(Saved entries)

▬▬▬

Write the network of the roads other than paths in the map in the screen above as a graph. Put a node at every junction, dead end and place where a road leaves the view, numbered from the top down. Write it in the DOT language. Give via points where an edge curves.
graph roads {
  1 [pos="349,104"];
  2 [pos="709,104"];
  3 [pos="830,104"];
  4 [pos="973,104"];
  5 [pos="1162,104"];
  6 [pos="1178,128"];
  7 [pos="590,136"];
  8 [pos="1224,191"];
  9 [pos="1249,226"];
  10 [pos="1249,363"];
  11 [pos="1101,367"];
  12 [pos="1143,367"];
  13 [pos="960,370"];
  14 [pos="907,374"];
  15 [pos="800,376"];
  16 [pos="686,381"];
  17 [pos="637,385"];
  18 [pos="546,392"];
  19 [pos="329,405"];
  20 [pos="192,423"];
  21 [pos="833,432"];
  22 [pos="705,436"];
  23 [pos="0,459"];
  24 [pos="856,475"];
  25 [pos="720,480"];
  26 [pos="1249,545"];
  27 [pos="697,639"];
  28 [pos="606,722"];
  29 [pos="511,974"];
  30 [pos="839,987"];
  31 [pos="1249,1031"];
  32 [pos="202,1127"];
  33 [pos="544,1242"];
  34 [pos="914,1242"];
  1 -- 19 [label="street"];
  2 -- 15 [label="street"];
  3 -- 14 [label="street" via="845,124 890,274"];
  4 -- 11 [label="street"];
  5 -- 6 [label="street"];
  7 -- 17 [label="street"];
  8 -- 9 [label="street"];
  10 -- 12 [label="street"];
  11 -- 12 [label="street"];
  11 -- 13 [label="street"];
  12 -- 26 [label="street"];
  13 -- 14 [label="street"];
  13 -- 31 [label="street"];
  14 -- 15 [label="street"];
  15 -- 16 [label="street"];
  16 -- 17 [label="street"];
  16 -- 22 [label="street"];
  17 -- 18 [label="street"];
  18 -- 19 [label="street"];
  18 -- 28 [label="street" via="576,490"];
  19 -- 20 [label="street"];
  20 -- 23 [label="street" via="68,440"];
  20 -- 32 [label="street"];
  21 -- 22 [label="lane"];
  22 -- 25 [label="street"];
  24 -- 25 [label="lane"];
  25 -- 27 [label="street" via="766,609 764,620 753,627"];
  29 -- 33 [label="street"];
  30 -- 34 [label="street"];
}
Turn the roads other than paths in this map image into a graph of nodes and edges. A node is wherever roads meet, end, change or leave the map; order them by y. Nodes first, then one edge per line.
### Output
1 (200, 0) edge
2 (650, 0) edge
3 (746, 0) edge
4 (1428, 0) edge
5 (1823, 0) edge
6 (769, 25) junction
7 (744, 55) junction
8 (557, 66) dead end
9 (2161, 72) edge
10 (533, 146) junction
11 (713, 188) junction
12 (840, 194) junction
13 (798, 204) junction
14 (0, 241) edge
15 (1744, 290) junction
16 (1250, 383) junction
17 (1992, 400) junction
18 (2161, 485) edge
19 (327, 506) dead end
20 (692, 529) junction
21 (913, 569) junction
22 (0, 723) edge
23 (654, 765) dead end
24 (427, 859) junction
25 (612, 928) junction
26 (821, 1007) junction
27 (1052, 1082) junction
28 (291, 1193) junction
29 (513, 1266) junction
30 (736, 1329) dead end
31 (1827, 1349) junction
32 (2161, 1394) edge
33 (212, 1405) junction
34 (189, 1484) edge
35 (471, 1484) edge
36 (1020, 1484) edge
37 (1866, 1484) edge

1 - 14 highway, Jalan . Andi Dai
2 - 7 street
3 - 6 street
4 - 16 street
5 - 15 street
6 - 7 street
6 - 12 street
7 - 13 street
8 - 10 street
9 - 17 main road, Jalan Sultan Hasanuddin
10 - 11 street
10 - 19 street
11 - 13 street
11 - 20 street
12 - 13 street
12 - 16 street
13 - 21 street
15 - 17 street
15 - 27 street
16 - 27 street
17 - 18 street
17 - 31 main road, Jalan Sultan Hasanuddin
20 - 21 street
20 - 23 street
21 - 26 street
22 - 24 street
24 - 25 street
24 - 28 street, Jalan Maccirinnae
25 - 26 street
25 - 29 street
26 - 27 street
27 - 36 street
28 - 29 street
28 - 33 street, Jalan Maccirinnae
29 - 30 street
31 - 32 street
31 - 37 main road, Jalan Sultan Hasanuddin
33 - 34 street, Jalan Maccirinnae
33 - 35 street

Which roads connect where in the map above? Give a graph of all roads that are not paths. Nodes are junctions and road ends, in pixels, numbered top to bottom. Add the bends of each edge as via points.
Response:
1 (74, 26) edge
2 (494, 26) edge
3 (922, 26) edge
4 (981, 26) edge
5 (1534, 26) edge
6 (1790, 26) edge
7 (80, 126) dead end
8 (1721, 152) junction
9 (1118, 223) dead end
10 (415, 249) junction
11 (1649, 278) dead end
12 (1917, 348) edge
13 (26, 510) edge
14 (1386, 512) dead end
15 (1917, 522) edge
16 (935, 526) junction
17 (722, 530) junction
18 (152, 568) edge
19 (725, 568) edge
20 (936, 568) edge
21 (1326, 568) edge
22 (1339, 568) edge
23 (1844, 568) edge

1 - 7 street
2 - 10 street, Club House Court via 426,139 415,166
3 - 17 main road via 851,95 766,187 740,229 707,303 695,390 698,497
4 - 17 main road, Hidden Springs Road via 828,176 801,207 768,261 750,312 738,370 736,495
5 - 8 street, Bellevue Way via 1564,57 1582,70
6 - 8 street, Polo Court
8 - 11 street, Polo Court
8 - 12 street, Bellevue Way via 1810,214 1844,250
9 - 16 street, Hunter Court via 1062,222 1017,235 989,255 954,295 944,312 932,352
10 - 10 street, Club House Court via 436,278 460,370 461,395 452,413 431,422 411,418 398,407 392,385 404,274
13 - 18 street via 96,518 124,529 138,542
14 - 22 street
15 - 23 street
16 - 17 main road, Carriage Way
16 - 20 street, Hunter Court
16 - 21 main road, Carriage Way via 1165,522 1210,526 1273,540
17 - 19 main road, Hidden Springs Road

▬▬▬

[YOUR TASK] Using the entries above, return each line in which the word "Sultan" occurs.

[TASK RESULT]
9 - 17 main road, Jalan Sultan Hasanuddin
17 - 31 main road, Jalan Sultan Hasanuddin
31 - 37 main road, Jalan Sultan Hasanuddin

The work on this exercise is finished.